A Blog by the Editor of The Middle East Journal

Putting Middle Eastern Events in Cultural and Historical Context

Saturday, April 9, 2011

After a Bad Night in Tahrir: First Year Arabic Students at UT Sing "Sawt al-Hurriya"

Bad stuff seems to have happened last night/this morning in Tahrir Square, and the situation iS still unclear. After a day of protests demanding that Mubarak be tried and other issues, some military officers, apparently, joined the protest, and at this point the Army moved in to arrest them. Clashes ensued, and while the Army seemed to succeed for a while, in the end the people apparently retook the square. This is going to increase tensions with the Army, which still seems uncertain of its real role.

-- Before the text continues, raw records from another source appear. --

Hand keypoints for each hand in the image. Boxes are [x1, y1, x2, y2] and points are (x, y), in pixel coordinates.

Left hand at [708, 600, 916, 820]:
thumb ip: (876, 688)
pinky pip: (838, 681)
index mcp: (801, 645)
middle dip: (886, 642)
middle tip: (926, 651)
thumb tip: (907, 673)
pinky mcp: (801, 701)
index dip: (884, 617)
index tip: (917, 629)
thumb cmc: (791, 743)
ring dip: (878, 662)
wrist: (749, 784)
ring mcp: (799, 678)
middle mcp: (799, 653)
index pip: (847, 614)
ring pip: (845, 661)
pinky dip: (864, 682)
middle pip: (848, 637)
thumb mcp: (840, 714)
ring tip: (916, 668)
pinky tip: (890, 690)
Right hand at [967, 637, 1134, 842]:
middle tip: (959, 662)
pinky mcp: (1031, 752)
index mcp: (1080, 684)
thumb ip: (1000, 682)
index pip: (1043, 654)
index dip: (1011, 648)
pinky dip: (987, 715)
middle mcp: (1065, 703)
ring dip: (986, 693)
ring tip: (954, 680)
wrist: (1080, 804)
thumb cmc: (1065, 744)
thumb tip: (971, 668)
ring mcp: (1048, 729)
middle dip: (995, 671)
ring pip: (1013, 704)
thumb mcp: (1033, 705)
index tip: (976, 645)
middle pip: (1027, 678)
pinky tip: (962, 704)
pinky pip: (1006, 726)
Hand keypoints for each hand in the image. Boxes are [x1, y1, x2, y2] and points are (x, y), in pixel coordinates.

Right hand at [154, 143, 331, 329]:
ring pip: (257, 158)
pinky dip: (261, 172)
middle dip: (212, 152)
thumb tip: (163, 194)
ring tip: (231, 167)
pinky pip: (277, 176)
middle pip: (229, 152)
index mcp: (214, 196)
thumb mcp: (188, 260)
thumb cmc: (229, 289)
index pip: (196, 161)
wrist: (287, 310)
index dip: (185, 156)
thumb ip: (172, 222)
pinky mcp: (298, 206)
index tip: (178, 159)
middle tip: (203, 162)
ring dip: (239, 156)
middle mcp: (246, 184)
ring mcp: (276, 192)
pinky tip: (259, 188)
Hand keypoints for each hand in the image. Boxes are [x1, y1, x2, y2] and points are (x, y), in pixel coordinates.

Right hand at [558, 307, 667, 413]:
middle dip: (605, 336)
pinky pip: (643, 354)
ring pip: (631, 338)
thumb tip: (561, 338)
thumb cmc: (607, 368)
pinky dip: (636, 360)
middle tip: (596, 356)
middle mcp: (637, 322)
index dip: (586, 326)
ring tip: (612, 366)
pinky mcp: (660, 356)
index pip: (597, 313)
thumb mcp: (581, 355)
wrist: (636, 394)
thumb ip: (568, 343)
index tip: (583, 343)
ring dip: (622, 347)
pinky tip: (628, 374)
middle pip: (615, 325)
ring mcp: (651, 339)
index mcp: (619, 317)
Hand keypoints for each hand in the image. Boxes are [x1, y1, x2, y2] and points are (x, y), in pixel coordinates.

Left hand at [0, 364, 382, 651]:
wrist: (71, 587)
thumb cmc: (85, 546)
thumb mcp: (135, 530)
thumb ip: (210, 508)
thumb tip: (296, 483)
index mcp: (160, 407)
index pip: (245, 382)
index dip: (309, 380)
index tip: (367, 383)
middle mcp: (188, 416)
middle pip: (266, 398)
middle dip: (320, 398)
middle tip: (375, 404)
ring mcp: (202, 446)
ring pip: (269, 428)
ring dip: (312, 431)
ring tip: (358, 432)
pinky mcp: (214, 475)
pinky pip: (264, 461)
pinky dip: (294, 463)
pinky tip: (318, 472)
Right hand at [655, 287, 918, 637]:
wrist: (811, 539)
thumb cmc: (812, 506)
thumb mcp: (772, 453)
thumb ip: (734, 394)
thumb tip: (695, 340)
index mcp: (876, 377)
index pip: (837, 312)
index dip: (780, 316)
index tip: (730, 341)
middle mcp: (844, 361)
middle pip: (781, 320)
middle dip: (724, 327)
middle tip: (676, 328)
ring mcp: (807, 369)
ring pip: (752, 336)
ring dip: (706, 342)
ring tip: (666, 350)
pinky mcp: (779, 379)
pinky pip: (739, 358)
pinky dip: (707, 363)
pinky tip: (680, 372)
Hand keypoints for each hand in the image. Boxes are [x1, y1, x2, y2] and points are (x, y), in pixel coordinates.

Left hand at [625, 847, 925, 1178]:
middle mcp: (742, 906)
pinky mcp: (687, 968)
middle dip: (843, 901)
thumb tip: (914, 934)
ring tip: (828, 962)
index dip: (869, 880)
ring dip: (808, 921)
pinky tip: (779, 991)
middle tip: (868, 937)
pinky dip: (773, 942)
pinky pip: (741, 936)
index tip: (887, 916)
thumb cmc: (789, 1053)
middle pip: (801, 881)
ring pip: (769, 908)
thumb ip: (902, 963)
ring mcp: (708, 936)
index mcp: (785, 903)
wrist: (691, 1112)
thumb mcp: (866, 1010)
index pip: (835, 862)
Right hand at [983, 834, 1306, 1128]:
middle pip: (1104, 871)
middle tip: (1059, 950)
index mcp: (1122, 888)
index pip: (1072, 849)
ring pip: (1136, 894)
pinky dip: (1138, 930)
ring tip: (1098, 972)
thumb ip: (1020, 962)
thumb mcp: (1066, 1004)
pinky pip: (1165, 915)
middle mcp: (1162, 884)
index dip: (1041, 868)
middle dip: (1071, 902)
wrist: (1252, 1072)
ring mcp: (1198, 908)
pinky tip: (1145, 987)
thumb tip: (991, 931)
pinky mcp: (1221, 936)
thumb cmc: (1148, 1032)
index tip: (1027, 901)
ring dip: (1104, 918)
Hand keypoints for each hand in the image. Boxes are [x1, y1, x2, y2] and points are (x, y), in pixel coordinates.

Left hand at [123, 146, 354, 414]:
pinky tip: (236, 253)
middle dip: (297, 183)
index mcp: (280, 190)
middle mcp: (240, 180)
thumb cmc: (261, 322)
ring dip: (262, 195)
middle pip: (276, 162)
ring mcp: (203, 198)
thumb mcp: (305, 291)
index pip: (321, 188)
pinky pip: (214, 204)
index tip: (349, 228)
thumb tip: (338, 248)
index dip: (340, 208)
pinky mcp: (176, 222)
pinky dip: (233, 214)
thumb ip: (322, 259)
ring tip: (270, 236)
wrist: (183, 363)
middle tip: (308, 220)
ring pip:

While this sorts itself out: One of the great folk anthems of the Egyptian Revolution was "Sawt al-Hurriya," (In every street of my country/the voice of freedom is sounding). I posted it on Feburary 11, the day Mubarak stepped down. It has an inspiring beat and inspiring words. The original video is here:

The words are in some ways pretty easy for beginning Arabic students, and now the University of Texas First Year Arabic Students have done their own version for YouTube:

If I'd had that in my first year of Arabic, I'd probably have learned the language with less pain and struggle.

I'll be celebrating my daughter's birthday this weekend, so I'll see you Monday.